St Philip's continued in use through the 20th century. In that time, the explorer Bill Tilman worshipped at the church and rang the bells for many years.

The Church in Wales declared St Philip's redundant in 2014 and it came into the care of the Friends of Friendless Churches in 2021. The Friends have been undertaking a major programme of fundraising and restoration since their acquisition.

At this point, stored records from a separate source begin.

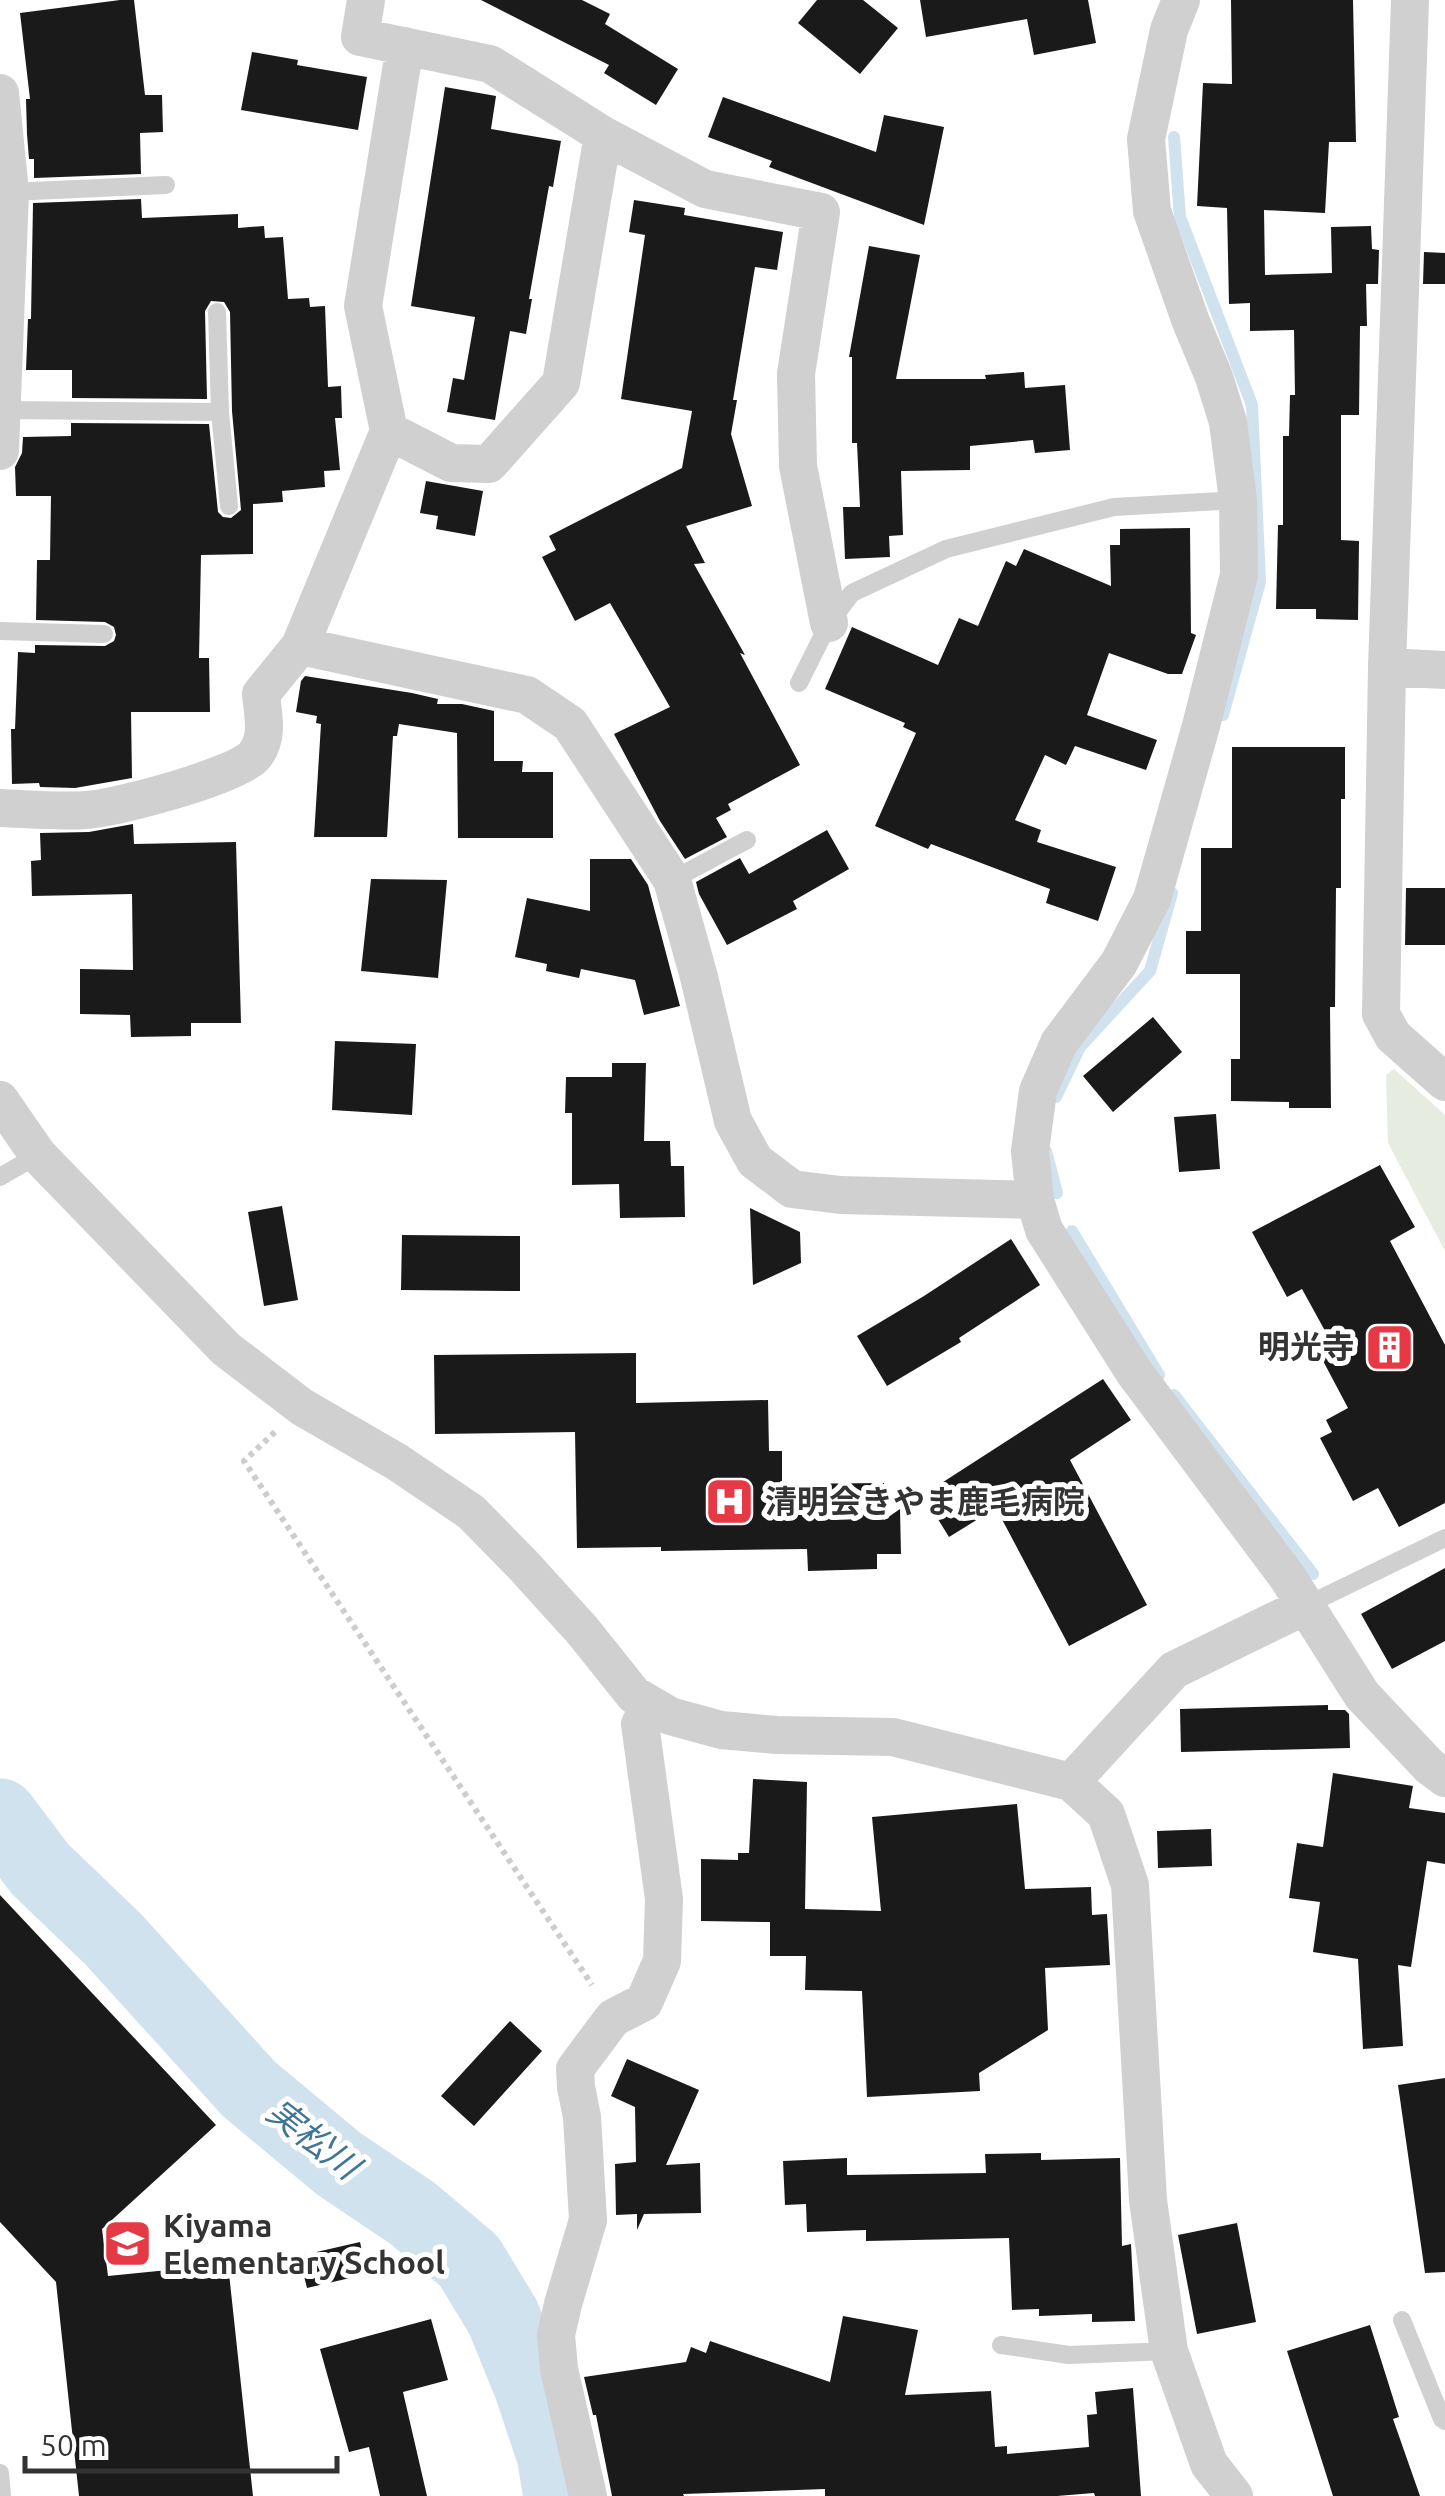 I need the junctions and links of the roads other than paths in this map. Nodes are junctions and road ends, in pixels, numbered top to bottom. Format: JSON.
{"nodes":[{"id":1,"x":366,"y":0,"type":"edge"},
{"id":2,"x":1181,"y":0,"type":"edge"},
{"id":3,"x":1410,"y":0,"type":"edge"},
{"id":4,"x":405,"y":46,"type":"junction"},
{"id":5,"x":0,"y":93,"type":"edge"},
{"id":6,"x":603,"y":135,"type":"junction"},
{"id":7,"x":166,"y":185,"type":"dead end"},
{"id":8,"x":5,"y":192,"type":"edge"},
{"id":9,"x":217,"y":312,"type":"dead end"},
{"id":10,"x":220,"y":412,"type":"junction"},
{"id":11,"x":389,"y":431,"type":"junction"},
{"id":12,"x":0,"y":437,"type":"edge"},
{"id":13,"x":1238,"y":500,"type":"junction"},
{"id":14,"x":230,"y":506,"type":"dead end"},
{"id":15,"x":829,"y":623,"type":"junction"},
{"id":16,"x":0,"y":632,"type":"edge"},
{"id":17,"x":104,"y":634,"type":"dead end"},
{"id":18,"x":300,"y":646,"type":"junction"},
{"id":19,"x":1388,"y":667,"type":"junction"},
{"id":20,"x":1445,"y":670,"type":"edge"},
{"id":21,"x":799,"y":683,"type":"dead end"},
{"id":22,"x":0,"y":808,"type":"edge"},
{"id":23,"x":748,"y":840,"type":"dead end"},
{"id":24,"x":672,"y":880,"type":"junction"},
{"id":25,"x":1445,"y":1082,"type":"edge"},
{"id":26,"x":0,"y":1100,"type":"edge"},
{"id":27,"x":38,"y":1155,"type":"junction"},
{"id":28,"x":0,"y":1177,"type":"edge"},
{"id":29,"x":1034,"y":1200,"type":"junction"},
{"id":30,"x":1445,"y":1538,"type":"edge"},
{"id":31,"x":1305,"y":1606,"type":"junction"},
{"id":32,"x":651,"y":1705,"type":"junction"},
{"id":33,"x":1445,"y":1778,"type":"edge"},
{"id":34,"x":1072,"y":1782,"type":"junction"},
{"id":35,"x":1402,"y":2320,"type":"dead end"},
{"id":36,"x":1001,"y":2345,"type":"dead end"},
{"id":37,"x":1168,"y":2352,"type":"junction"},
{"id":38,"x":1445,"y":2422,"type":"edge"},
{"id":39,"x":0,"y":2472,"type":"edge"},
{"id":40,"x":2,"y":2496,"type":"edge"},
{"id":41,"x":588,"y":2496,"type":"edge"},
{"id":42,"x":1234,"y":2496,"type":"edge"}],
"edges":[{"from":1,"to":4,"type":"street"},
{"from":2,"to":13,"type":"street"},
{"from":3,"to":19,"type":"street"},
{"from":4,"to":6,"type":"street"},
{"from":4,"to":11,"type":"street"},
{"from":5,"to":8,"type":"street"},
{"from":6,"to":11,"type":"street"},
{"from":6,"to":15,"type":"street"},
{"from":7,"to":8,"type":"lane"},
{"from":8,"to":12,"type":"street"},
{"from":9,"to":10,"type":"lane"},
{"from":10,"to":12,"type":"lane"},
{"from":10,"to":14,"type":"lane"},
{"from":11,"to":18,"type":"street"},
{"from":13,"to":15,"type":"lane"},
{"from":13,"to":29,"type":"street"},
{"from":15,"to":21,"type":"lane"},
{"from":16,"to":17,"type":"lane"},
{"from":18,"to":22,"type":"street"},
{"from":18,"to":24,"type":"street"},
{"from":19,"to":20,"type":"street"},
{"from":19,"to":25,"type":"street"},
{"from":23,"to":24,"type":"lane"},
{"from":24,"to":29,"type":"street"},
{"from":26,"to":27,"type":"street"},
{"from":27,"to":28,"type":"lane"},
{"from":27,"to":32,"type":"street"},
{"from":29,"to":31,"type":"street"},
{"from":30,"to":31,"type":"lane"},
{"from":31,"to":33,"type":"street"},
{"from":31,"to":34,"type":"street"},
{"from":32,"to":34,"type":"street"},
{"from":32,"to":41,"type":"street"},
{"from":34,"to":37,"type":"street"},
{"from":35,"to":38,"type":"lane"},
{"from":36,"to":37,"type":"lane"},
{"from":37,"to":42,"type":"street"},
{"from":39,"to":40,"type":"lane"}]} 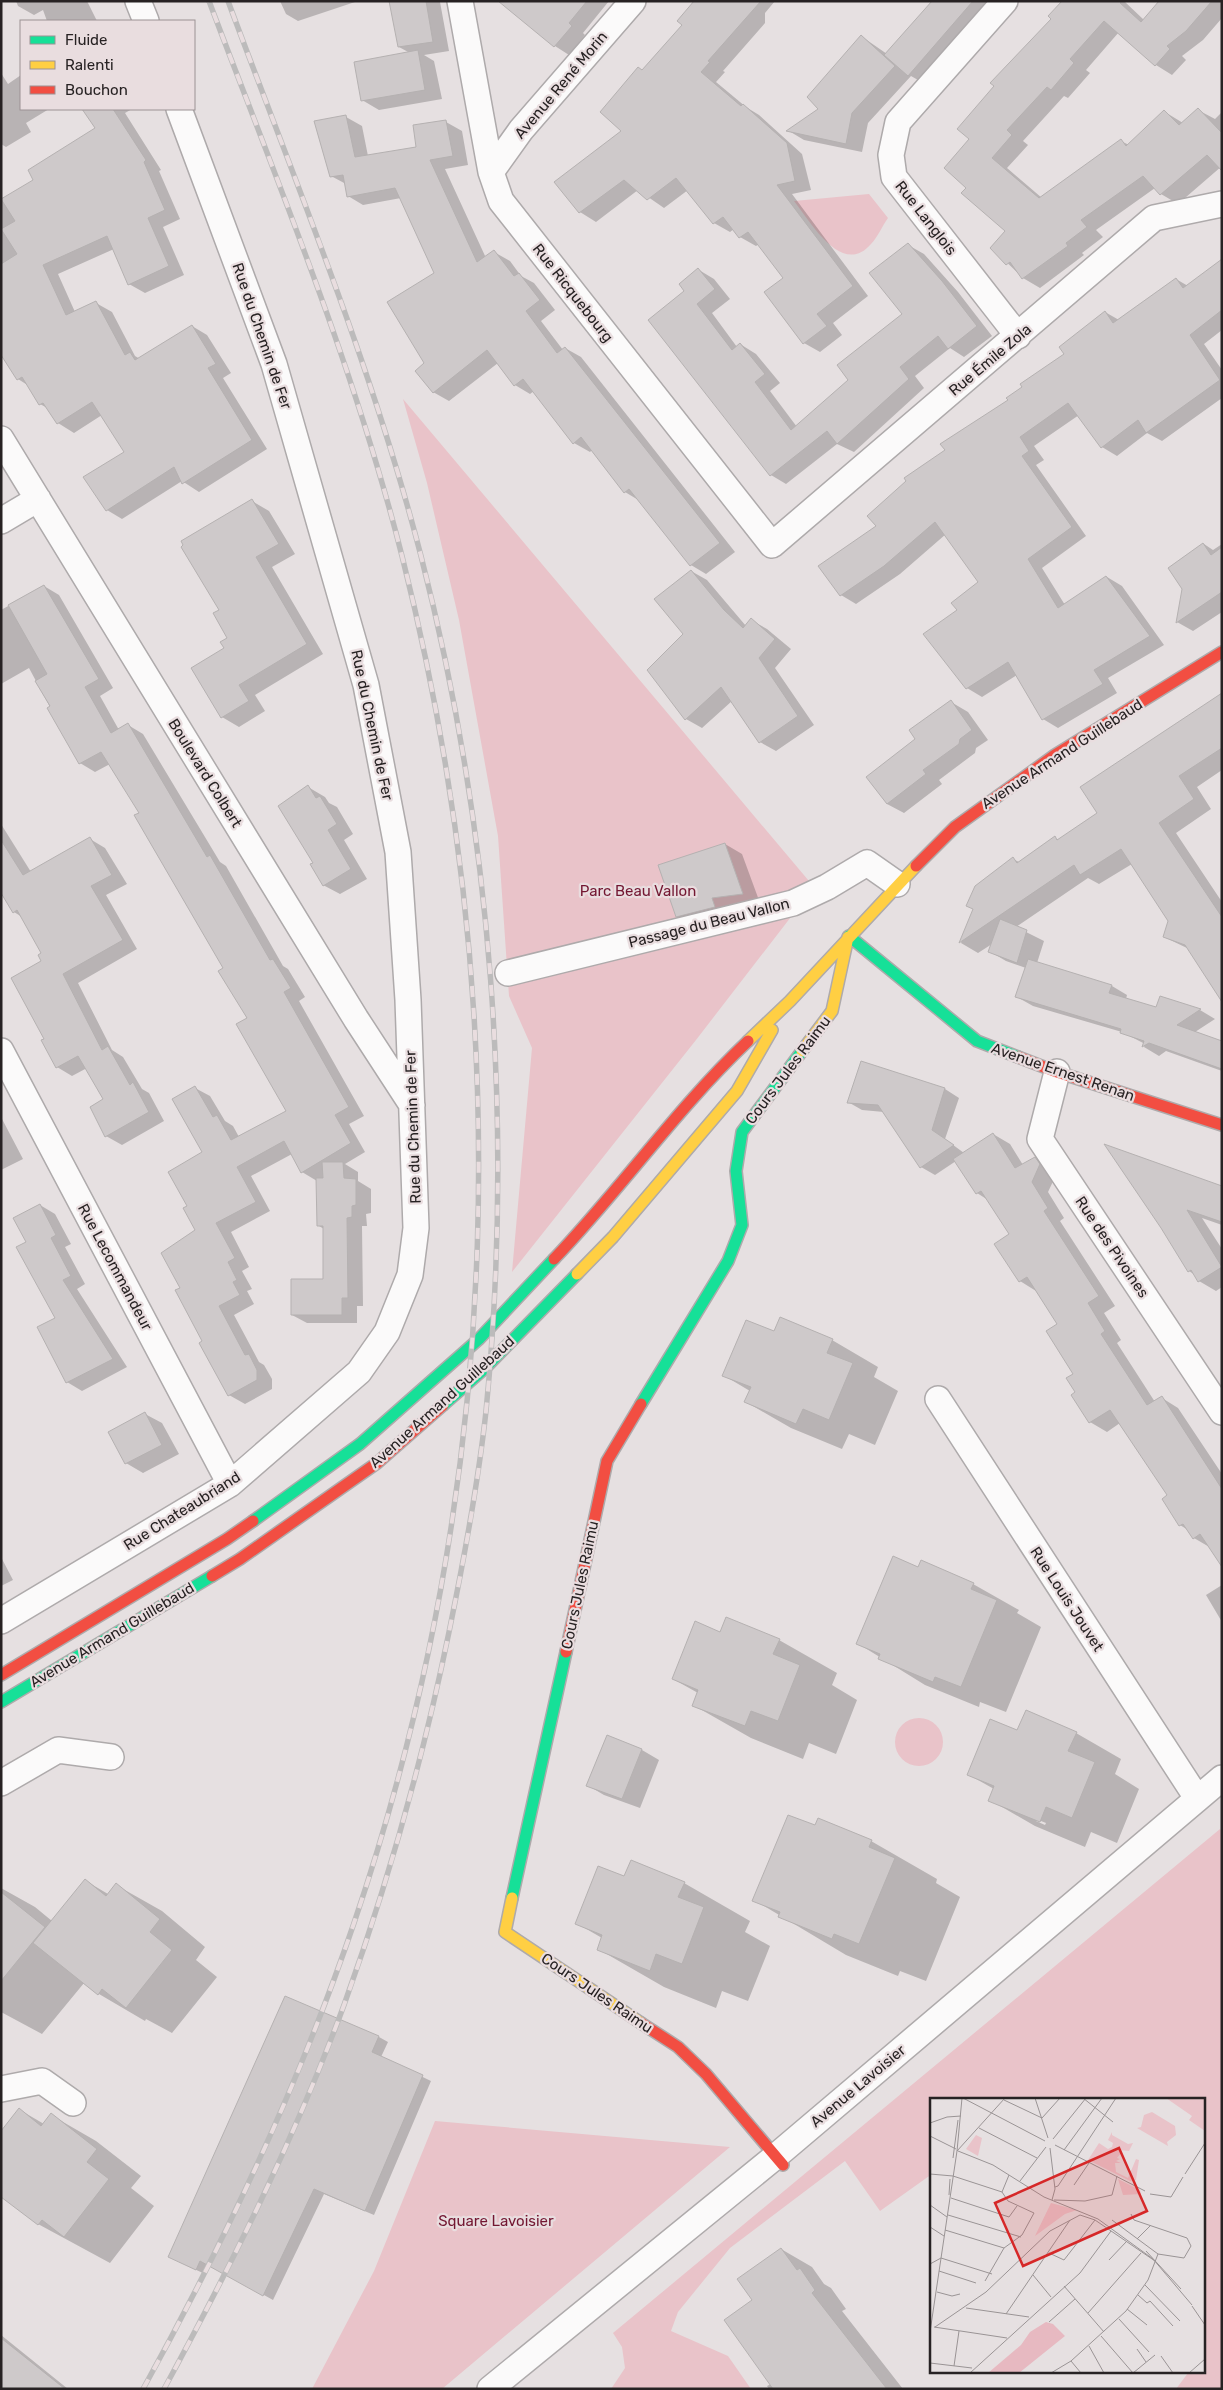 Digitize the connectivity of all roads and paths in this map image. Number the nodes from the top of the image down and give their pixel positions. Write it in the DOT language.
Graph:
graph roads {
  1 [pos="138,1"];
  2 [pos="460,1"];
  3 [pos="633,1"];
  4 [pos="1005,1"];
  5 [pos="146,20"];
  6 [pos="179,110"];
  7 [pos="492,172"];
  8 [pos="1222,204"];
  9 [pos="1018,336"];
  10 [pos="1,439"];
  11 [pos="38,499"];
  12 [pos="1,521"];
  13 [pos="772,545"];
  14 [pos="1222,652"];
  15 [pos="897,884"];
  16 [pos="849,936"];
  17 [pos="508,972"];
  18 [pos="790,1001"];
  19 [pos="1,1051"];
  20 [pos="1057,1072"];
  21 [pos="412,1104"];
  22 [pos="1222,1125"];
  23 [pos="370,1359"];
  24 [pos="938,1399"];
  25 [pos="1222,1412"];
  26 [pos="230,1484"];
  27 [pos="1,1621"];
  28 [pos="1,1675"];
  29 [pos="1,1702"];
  30 [pos="111,1757"];
  31 [pos="1222,1778"];
  32 [pos="1,1784"];
  33 [pos="1197,1798"];
  34 [pos="1,2089"];
  35 [pos="73,2103"];
  36 [pos="780,2161"];
  37 [pos="490,2389"];
  1 -- 5 [label="street"];
  2 -- 7 [label="street, Rue Ricquebourg"];
  3 -- 7 [label="street, Avenue René Morin"];
  4 -- 9 [label="street, Rue Langlois"];
  6 -- 21 [label="street, Rue du Chemin de Fer"];
  7 -- 13 [label="street, Rue Ricquebourg"];
  8 -- 9 [label="street, Rue Émile Zola"];
  9 -- 13 [label="street, Rue Émile Zola"];
  10 -- 11 [label="street, Boulevard Colbert"];
  11 -- 12 [label="street"];
  11 -- 21 [label="street, Boulevard Colbert"];
  14 -- 15 [label="street, Avenue Armand Guillebaud"];
  15 -- 16 [label="street, Avenue Armand Guillebaud"];
  15 -- 17 [label="street, Passage du Beau Vallon"];
  16 -- 18 [label="street, Avenue Armand Guillebaud"];
  16 -- 20 [label="street, Avenue Ernest Renan"];
  16 -- 36 [label="street, Cours Jules Raimu"];
  18 -- 28 [label="street, Avenue Armand Guillebaud"];
  18 -- 29 [label="street, Avenue Armand Guillebaud"];
  19 -- 26 [label="street, Rue Lecommandeur"];
  20 -- 22 [label="street, Avenue Ernest Renan"];
  20 -- 25 [label="street, Rue des Pivoines"];
  21 -- 23 [label="street, Rue du Chemin de Fer"];
  23 -- 26 [label="street, Rue Chateaubriand"];
  24 -- 33 [label="street, Rue Louis Jouvet"];
  26 -- 27 [label="street, Rue Chateaubriand"];
  30 -- 32 [label="street"];
  31 -- 33 [label="street, Avenue Lavoisier"];
  33 -- 36 [label="street, Avenue Lavoisier"];
  34 -- 35 [label="street"];
  36 -- 37 [label="street, Avenue Lavoisier"];
}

==Architecture and description==
The architecture of St Philip's is unusual for its time and location. In addition to arguing for a sensitive approach to restoration and against the prevailing currents of the Gothic Revival, Petit, an experienced traveller, contended for the use of European sources. St Philip's, his only church and one of only two buildings known to have been designed by him, (Note: Petit's only other known building, aside from St Philip's, is a house he designed for himself in Upper Longdon, outside Lichfield. Called "Bumblekyte", it was demolished in 1969.) has been described variously as "rustic Mediterranean, Alpine, of French Basque influence or like an Italian farm building". The east window, with a crucifixion in stained glass by Charles Eamer Kempe, was inserted in 1892 in memory of Samuel Holland who purchased the Caerdeon estate in 1875.

The church is built of local rubble stone and slate. Entry is through a loggia. The bellcote contains four bells, a mechanism allows for all the bells to be rung by one person using a single bell pull. Originally a Grade II* listed building, its status was upgraded to Grade I in 2018. The lychgate is listed at Grade II; it was erected in 1927 in memory of Catherine Jane Holland, the widow of Samuel Holland.